Pauli Murray’s life discussed

Leslie Brown, Jerry Gershenhorn, Glenda Gilmore and Anna Firor Scott discuss the life of Pauli Murray as part of a panel discussion on Wednesday.
Leslie Brown, Jerry Gershenhorn, Glenda Gilmore and Anna Firor Scott discuss the life of Pauli Murray as part of a panel discussion on Wednesday.

Twenty-five years after her death, Pauli Murray received a 100th birthday present Wednesday.

In honor of the deceased activist’s life, a panel of professors spoke on the life and causes of Murray, who was rejected from UNC because of her race in 1938 and Harvard University in 1944 because of her gender.

The talk, sponsored by the Center for the Study of the American South at UNC, the Carolina Women’s Center and the Pauli Murray Project at the Duke Human Rights Center, among others, included a panel of five professors and a moderator who discussed Murray’s legacy before a crowd of more than 100.

“We didn’t think this could go by without celebrating it,” said Barbara Lau, director of the Pauli Murray Project. “Our job is not to just celebrate Pauli Murray but to keep going with her work.”

“We felt it was important to participate in this way because she was rejected,” said Sally Greene, associate director of the Center for the Study of the American South.

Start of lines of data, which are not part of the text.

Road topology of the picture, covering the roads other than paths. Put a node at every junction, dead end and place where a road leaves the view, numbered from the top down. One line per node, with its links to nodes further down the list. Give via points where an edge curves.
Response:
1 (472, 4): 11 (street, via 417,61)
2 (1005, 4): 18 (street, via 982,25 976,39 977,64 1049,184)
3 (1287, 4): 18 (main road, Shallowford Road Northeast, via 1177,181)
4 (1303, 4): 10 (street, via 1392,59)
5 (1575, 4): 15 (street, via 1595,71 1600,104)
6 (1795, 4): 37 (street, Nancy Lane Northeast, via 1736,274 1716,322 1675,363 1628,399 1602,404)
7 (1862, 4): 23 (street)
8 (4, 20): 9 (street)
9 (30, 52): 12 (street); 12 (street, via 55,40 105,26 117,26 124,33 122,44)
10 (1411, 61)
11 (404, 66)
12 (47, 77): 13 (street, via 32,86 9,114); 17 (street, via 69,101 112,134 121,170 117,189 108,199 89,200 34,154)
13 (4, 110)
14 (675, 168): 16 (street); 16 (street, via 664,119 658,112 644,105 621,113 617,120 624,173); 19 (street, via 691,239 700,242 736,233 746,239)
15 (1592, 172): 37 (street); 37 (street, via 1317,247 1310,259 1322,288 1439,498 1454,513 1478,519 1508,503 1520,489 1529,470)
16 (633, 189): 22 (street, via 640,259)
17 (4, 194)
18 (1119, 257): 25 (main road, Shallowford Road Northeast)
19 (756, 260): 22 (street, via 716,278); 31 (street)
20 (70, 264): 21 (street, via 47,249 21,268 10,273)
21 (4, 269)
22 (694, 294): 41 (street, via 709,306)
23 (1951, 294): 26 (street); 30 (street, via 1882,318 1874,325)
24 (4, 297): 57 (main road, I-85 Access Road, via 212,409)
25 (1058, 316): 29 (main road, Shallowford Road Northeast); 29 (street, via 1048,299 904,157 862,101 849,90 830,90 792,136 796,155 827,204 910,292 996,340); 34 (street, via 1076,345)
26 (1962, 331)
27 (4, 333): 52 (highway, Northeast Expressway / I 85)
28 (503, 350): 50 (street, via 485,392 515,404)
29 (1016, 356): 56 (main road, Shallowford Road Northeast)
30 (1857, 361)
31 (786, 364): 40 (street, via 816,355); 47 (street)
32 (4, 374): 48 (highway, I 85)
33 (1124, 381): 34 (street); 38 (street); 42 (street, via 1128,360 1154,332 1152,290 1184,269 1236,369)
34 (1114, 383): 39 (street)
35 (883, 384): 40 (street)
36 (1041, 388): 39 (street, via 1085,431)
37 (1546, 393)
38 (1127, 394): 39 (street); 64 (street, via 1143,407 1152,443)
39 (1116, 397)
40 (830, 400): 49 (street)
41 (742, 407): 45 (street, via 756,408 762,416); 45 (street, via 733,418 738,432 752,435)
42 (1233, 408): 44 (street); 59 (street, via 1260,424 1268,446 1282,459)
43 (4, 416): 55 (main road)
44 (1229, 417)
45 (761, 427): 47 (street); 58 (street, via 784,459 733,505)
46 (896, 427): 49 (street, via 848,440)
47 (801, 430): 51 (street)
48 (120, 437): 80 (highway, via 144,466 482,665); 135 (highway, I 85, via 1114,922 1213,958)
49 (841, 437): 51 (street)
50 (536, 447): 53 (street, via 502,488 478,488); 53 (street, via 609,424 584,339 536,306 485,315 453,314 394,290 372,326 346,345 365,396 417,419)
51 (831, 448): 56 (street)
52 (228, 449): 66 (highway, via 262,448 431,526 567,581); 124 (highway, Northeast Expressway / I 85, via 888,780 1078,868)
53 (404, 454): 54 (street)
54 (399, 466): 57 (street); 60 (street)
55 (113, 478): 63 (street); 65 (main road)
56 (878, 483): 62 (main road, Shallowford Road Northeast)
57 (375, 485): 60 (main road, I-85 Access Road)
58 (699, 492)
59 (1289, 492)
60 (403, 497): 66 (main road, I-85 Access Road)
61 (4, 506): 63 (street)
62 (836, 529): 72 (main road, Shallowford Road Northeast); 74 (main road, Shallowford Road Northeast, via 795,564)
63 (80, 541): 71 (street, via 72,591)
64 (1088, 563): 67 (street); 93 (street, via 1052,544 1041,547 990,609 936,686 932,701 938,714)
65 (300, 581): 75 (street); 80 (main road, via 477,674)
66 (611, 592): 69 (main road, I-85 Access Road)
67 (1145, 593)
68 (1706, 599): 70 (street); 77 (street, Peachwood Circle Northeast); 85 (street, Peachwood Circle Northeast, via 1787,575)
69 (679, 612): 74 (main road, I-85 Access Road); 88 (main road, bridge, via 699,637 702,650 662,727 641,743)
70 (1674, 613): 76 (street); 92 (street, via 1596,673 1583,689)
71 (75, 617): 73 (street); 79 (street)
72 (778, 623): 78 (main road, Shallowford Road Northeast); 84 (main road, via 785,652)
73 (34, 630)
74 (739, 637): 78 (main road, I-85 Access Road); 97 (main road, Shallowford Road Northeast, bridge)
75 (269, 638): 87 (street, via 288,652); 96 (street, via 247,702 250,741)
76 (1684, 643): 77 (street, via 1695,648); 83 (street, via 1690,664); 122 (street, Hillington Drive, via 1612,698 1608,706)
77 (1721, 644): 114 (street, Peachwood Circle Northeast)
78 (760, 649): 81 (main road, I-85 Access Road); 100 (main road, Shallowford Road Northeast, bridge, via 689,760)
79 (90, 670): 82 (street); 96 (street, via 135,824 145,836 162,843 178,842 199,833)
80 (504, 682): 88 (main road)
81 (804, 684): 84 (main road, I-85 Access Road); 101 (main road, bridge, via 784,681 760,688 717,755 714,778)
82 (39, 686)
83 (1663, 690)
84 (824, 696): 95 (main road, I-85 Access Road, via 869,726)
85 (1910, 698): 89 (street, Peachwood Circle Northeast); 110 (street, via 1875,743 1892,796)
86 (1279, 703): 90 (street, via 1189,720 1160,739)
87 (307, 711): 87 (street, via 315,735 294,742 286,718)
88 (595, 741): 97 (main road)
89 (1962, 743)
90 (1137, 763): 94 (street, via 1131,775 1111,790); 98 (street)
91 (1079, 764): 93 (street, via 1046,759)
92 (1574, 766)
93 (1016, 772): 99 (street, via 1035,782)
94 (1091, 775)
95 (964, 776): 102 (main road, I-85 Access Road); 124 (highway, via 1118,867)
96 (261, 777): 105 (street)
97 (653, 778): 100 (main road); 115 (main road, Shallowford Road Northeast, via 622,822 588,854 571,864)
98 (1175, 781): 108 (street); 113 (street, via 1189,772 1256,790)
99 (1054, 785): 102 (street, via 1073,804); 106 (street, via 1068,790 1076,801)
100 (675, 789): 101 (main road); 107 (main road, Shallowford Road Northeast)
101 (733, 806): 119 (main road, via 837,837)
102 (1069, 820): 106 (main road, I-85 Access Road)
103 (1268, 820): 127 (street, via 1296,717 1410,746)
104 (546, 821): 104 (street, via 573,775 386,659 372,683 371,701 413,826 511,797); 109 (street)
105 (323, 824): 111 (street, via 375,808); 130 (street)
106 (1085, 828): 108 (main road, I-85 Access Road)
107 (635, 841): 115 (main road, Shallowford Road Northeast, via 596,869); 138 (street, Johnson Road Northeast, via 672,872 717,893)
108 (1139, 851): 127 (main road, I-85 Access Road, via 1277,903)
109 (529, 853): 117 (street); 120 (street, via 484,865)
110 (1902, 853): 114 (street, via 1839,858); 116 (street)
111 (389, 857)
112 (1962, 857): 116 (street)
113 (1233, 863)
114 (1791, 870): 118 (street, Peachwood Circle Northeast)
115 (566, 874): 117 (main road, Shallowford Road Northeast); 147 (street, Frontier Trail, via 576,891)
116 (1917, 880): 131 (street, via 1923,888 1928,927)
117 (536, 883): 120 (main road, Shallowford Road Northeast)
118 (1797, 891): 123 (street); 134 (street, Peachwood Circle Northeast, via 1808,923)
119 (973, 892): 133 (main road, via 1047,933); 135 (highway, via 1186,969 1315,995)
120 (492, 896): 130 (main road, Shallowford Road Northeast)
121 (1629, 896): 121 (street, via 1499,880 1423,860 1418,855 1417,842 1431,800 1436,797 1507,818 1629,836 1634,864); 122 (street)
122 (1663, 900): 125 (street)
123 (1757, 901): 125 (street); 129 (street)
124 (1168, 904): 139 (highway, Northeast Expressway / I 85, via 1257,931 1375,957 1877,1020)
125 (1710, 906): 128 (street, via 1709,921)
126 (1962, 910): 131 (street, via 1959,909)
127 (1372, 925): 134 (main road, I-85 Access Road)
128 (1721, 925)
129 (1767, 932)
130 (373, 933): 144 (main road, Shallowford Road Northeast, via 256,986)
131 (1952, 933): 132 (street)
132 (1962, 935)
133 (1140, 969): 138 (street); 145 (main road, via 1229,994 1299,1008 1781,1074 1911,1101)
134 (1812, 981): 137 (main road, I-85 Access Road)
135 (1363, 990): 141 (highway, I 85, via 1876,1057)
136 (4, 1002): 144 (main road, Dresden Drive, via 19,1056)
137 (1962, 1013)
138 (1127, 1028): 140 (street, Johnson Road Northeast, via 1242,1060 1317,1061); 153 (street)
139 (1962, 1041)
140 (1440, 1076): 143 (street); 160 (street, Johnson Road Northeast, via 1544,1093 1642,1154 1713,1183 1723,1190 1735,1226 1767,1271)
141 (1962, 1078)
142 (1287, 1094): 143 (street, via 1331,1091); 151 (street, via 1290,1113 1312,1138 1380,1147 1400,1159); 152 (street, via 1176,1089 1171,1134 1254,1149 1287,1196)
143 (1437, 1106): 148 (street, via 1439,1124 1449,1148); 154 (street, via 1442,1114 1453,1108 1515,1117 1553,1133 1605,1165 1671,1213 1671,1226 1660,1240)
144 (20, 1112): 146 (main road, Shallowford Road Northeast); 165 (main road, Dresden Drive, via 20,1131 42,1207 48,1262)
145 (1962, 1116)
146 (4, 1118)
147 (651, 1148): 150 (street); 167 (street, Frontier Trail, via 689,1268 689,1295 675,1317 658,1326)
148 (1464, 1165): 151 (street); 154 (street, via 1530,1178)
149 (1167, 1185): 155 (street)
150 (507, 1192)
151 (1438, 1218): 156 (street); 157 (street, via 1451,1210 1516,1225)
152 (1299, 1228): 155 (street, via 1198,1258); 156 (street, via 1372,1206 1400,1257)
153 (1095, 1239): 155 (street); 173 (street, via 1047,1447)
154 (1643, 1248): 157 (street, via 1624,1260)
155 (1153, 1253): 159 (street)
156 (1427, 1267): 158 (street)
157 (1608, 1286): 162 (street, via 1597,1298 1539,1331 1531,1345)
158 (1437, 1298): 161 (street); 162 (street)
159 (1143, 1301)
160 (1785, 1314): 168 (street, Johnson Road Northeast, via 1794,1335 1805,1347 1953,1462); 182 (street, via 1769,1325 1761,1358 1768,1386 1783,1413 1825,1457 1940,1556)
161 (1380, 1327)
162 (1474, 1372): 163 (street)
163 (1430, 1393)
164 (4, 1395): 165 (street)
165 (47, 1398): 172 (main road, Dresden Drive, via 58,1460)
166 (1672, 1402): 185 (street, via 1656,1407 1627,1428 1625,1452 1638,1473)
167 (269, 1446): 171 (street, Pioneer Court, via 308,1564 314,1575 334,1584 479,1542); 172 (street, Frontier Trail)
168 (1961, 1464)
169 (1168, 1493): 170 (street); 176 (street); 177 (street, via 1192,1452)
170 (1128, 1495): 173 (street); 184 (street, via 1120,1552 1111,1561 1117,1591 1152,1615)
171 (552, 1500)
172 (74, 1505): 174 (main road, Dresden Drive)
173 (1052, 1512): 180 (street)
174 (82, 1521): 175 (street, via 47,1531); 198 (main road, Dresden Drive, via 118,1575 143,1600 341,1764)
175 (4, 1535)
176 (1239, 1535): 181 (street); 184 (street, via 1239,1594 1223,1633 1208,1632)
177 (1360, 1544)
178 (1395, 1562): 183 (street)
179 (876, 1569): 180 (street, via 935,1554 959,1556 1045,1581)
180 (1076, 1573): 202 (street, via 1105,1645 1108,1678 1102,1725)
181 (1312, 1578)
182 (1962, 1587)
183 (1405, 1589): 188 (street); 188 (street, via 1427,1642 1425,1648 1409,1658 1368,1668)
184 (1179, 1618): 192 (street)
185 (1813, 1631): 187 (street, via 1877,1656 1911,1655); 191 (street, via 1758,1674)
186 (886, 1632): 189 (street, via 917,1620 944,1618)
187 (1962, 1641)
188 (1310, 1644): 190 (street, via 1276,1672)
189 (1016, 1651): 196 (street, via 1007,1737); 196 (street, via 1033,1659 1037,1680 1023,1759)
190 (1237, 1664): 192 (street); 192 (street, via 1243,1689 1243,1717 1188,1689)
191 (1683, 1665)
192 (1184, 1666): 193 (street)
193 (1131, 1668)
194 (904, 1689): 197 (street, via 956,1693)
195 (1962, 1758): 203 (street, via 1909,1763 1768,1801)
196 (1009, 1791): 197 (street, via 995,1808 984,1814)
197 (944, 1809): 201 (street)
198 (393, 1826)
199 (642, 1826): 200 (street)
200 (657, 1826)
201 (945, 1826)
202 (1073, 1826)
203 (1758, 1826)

Speakers at the event touched on all of Murray’s life but focused on her application and rejection for the UNC graduate program.

“She always worked on the same problem,” said Yale history professor Glenda Gilmore.

“She really believed these challenges were there so she could single-handedly bring civil rights to the whole planet.”

UNC history professor Genna Rae McNeil praised Murray’s directness.

“Pauli Murray was always one to strike right at the heart of the issues.”

Gilmore said the case of Murray’s rejection to UNC, as the case closest to her heart and her home of Durham, set the pattern for the rest of her life.

Anne Firor Scott, a Duke history professor emerita on the panel who knew Murray, said she was a passionate person but not always the most agreeable.

“Pauli Murray never protested anything just to protest,” Gilmore said. “She protested it to win.”

Lau said they presented the program because Murray asked questions that are still relevant today.

Annie Clark, a UNC senior working on the Pauli Murray Project, agreed, saying Murray’s questions about equality can apply to race, gender, religion and sexuality today.

UNC students were not the only ones to attend the event.

Carrie Mills, a junior at Duke University, came as a course requirement, although she said she enjoyed the event and a new appreciation of Murray’s life.

Gilmore said Murray always called herself a southerner and a native of the Chapel Hill-Durham region.

She added that Murray often commented that America would not be a true democracy until it cracked Jim Crow.

Murray also fought sexism, as she was denied admittance to Harvard University based on the grounds of her gender.

Gilmore said Murray believed she did not have personal victory, but that she had lived to see her lost causes found.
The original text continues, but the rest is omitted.